Task to complete | Write out every line from the listing below where the string "Ozanan" is found.

Supplied material |
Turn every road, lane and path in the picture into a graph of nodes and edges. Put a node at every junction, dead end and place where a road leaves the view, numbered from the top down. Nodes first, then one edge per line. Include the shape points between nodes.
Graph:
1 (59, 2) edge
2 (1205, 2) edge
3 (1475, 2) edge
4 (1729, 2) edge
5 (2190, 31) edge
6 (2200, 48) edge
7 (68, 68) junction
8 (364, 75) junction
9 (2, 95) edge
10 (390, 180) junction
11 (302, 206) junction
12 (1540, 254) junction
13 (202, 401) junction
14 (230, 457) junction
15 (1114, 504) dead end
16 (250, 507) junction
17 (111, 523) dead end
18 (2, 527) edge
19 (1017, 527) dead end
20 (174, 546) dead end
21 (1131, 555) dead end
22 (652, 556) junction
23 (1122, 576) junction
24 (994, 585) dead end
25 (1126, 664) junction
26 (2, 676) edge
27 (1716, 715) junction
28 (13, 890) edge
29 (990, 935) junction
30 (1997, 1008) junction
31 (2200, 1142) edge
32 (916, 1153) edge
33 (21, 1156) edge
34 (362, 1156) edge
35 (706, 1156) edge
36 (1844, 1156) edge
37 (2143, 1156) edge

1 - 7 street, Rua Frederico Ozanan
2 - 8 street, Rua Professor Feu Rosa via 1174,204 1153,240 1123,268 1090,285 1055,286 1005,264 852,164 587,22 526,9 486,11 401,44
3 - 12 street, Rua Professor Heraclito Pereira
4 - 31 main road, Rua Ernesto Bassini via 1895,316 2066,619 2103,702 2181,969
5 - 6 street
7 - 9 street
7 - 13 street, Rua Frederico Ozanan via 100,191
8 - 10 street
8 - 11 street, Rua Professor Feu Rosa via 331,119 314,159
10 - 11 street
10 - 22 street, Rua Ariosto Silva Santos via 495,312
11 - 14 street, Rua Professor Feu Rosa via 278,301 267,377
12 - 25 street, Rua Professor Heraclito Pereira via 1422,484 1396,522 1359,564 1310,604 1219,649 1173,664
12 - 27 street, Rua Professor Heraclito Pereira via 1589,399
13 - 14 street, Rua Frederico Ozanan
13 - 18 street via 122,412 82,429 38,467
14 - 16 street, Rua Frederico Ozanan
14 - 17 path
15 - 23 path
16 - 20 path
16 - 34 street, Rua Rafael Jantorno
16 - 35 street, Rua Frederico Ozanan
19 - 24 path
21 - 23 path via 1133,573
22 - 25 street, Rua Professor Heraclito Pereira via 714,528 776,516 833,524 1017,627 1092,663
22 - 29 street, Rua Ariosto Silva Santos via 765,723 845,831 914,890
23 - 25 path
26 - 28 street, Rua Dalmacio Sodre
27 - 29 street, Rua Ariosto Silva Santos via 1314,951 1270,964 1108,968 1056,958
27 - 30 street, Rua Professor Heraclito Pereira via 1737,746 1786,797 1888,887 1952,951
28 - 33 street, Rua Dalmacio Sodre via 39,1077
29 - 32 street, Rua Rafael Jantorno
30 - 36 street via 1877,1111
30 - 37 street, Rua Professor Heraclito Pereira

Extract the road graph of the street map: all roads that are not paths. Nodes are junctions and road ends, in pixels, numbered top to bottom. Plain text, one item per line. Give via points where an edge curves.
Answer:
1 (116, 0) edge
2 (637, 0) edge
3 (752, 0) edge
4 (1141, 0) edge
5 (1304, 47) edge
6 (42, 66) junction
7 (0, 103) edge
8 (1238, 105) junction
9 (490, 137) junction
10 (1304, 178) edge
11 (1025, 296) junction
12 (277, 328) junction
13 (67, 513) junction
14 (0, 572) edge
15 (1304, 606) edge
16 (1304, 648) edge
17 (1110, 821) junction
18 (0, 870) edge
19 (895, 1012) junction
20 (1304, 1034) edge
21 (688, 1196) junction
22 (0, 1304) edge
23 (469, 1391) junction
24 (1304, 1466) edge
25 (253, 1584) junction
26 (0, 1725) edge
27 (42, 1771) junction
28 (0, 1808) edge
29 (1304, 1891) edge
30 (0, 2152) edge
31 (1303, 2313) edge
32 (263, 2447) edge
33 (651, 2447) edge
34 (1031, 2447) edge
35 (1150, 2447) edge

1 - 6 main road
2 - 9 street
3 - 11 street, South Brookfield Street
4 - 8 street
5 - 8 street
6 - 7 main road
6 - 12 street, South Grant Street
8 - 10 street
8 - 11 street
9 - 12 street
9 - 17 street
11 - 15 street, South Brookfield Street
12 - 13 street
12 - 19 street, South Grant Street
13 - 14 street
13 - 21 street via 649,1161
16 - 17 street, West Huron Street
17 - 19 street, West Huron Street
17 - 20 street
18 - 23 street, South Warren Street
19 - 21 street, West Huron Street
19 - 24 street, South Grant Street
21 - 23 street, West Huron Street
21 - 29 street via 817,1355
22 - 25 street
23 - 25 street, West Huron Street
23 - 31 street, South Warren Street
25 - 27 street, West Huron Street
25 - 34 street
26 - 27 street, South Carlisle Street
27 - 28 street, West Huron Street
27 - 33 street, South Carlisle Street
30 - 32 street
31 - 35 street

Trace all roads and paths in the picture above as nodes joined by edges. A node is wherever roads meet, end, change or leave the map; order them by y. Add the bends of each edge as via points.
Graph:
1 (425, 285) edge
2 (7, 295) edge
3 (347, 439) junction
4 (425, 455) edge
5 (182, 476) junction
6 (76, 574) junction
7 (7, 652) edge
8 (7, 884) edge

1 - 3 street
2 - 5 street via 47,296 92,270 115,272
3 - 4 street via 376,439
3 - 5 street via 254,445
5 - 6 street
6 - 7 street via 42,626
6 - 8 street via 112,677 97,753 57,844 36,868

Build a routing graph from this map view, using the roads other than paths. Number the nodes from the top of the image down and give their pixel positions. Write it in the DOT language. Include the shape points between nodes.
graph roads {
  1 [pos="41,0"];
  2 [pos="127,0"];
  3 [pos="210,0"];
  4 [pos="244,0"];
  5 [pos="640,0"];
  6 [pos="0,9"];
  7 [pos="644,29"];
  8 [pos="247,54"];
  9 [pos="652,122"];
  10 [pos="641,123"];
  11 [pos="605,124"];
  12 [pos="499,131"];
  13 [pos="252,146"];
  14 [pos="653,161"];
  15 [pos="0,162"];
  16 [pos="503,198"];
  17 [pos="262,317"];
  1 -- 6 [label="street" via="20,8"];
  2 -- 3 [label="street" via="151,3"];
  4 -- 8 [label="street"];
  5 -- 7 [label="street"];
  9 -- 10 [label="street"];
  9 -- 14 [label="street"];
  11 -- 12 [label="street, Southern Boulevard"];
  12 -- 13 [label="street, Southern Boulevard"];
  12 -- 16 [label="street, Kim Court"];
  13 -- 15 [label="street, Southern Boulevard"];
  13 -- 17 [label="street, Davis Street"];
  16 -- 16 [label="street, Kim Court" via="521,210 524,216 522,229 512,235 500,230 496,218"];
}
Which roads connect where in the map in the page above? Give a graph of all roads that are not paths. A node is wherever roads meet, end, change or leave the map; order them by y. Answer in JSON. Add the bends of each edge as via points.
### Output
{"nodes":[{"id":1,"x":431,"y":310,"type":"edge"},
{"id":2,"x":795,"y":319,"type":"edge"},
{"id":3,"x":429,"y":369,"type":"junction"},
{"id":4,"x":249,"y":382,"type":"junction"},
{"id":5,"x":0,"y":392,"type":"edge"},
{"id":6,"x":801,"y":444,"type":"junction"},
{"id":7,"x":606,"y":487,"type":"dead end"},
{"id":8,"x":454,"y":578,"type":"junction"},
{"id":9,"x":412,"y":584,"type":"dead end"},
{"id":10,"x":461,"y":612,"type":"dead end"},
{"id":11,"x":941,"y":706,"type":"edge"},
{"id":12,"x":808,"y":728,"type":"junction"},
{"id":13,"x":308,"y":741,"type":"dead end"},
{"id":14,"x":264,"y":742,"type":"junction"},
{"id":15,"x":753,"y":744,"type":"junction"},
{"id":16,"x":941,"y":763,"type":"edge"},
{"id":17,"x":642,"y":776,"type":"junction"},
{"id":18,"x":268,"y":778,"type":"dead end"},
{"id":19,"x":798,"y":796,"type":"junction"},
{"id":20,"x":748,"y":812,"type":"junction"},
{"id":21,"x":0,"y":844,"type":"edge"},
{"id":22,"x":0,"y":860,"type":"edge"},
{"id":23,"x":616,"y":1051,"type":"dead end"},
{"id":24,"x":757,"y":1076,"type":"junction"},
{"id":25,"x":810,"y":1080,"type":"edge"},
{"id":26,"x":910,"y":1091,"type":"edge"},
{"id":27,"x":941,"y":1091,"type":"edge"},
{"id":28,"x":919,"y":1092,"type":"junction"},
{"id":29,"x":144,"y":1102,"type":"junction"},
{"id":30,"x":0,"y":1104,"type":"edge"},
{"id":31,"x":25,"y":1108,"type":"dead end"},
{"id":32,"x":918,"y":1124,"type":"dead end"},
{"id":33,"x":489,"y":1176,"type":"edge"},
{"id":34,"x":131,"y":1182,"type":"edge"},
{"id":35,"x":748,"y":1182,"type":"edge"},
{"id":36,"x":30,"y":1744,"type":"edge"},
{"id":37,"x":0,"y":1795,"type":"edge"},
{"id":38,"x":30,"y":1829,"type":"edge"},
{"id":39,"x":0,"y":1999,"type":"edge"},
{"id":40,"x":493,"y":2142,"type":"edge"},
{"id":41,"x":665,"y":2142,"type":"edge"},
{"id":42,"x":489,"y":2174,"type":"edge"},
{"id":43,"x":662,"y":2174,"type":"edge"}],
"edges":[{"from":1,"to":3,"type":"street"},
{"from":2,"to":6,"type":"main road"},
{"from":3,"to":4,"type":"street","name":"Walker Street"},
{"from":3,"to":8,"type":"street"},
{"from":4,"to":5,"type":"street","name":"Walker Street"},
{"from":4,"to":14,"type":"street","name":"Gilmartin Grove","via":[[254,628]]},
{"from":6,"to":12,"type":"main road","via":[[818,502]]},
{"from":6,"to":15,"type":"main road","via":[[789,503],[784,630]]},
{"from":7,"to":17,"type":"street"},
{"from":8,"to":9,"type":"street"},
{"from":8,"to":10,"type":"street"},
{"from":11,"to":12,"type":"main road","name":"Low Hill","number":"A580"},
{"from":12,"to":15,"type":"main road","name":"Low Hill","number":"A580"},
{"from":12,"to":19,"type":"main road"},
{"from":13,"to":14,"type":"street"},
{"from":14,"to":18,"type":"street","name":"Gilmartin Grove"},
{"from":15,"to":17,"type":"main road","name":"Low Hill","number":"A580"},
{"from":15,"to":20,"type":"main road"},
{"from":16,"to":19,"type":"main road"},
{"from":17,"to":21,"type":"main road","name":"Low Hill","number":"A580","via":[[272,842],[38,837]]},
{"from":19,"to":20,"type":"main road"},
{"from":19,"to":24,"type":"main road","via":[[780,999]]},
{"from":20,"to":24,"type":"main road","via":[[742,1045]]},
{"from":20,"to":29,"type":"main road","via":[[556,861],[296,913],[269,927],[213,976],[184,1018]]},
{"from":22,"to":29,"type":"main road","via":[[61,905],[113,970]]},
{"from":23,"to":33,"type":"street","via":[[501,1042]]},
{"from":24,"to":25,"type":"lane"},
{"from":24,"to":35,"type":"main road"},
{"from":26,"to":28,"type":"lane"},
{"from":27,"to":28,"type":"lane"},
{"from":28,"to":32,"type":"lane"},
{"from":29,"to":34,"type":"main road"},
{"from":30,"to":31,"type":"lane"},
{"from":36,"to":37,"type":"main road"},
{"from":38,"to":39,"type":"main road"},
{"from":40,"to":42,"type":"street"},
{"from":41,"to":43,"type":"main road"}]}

Response box |
1 - 7 street, Rua Frederico Ozanan
7 - 13 street, Rua Frederico Ozanan via 100,191
13 - 14 street, Rua Frederico Ozanan
14 - 16 street, Rua Frederico Ozanan
16 - 35 street, Rua Frederico Ozanan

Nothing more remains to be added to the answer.